= Saved data entries =
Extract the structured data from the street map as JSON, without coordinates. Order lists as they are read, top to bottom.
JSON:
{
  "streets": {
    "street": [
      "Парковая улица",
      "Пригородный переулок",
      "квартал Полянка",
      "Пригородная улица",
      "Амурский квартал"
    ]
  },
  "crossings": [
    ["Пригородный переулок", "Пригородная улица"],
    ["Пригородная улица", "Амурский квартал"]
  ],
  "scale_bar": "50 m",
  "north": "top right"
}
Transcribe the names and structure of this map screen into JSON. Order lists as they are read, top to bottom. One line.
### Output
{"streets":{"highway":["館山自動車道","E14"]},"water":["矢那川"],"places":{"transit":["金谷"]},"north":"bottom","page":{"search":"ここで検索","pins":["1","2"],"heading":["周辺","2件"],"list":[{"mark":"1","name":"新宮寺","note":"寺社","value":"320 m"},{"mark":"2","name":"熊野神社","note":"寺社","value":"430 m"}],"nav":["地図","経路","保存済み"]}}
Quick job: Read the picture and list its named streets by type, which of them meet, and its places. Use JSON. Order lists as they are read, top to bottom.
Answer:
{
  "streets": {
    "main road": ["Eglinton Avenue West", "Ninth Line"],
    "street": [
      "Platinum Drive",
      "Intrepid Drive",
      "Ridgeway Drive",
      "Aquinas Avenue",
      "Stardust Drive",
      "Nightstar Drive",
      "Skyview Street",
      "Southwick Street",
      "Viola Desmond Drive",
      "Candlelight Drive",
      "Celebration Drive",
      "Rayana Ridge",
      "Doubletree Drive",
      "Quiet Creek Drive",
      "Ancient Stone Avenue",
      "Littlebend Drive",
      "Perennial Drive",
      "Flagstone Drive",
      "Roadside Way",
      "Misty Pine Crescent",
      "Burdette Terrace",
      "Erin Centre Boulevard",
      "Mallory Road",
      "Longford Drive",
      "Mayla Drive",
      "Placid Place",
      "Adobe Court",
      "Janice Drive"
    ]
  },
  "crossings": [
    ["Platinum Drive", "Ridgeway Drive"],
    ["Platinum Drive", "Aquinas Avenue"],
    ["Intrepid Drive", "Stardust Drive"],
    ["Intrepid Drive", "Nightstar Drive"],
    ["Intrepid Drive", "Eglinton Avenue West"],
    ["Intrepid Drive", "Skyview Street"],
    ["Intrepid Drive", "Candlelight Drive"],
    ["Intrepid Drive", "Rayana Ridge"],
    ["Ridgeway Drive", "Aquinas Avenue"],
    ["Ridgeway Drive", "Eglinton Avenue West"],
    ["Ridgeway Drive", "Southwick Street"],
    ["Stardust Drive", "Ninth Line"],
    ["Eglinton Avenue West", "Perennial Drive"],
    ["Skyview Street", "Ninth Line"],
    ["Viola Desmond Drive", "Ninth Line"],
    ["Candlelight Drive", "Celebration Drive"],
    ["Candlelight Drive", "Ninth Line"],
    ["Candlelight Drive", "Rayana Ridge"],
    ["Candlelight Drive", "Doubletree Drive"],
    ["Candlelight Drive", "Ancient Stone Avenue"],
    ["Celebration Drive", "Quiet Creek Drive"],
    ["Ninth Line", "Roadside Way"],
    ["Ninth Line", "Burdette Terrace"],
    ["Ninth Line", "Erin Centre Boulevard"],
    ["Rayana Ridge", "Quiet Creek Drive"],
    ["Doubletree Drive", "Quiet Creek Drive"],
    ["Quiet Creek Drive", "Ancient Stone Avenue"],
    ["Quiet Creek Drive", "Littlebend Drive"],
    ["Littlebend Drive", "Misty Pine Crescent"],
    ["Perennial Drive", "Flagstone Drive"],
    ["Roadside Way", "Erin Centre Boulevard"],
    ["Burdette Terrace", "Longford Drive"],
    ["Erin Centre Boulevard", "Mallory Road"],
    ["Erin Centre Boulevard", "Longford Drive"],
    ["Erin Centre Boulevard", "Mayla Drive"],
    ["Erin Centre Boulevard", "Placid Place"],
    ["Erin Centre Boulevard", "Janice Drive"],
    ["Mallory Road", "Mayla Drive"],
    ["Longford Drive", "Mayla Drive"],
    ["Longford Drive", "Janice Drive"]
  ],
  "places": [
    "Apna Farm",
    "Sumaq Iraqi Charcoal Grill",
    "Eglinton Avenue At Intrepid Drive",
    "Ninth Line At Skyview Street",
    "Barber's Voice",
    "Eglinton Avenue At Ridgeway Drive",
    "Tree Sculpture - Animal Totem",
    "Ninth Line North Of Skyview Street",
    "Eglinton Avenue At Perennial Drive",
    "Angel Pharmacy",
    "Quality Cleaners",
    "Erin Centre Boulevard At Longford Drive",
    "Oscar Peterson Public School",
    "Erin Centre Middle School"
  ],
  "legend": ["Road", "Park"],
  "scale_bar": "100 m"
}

= PROBLEM REQUIREMENTS =
Filter the lines above so that only those with the string "Misty" remain, then copy them.

= TASK RESULT =
      "Misty Pine Crescent",
    ["Littlebend Drive", "Misty Pine Crescent"],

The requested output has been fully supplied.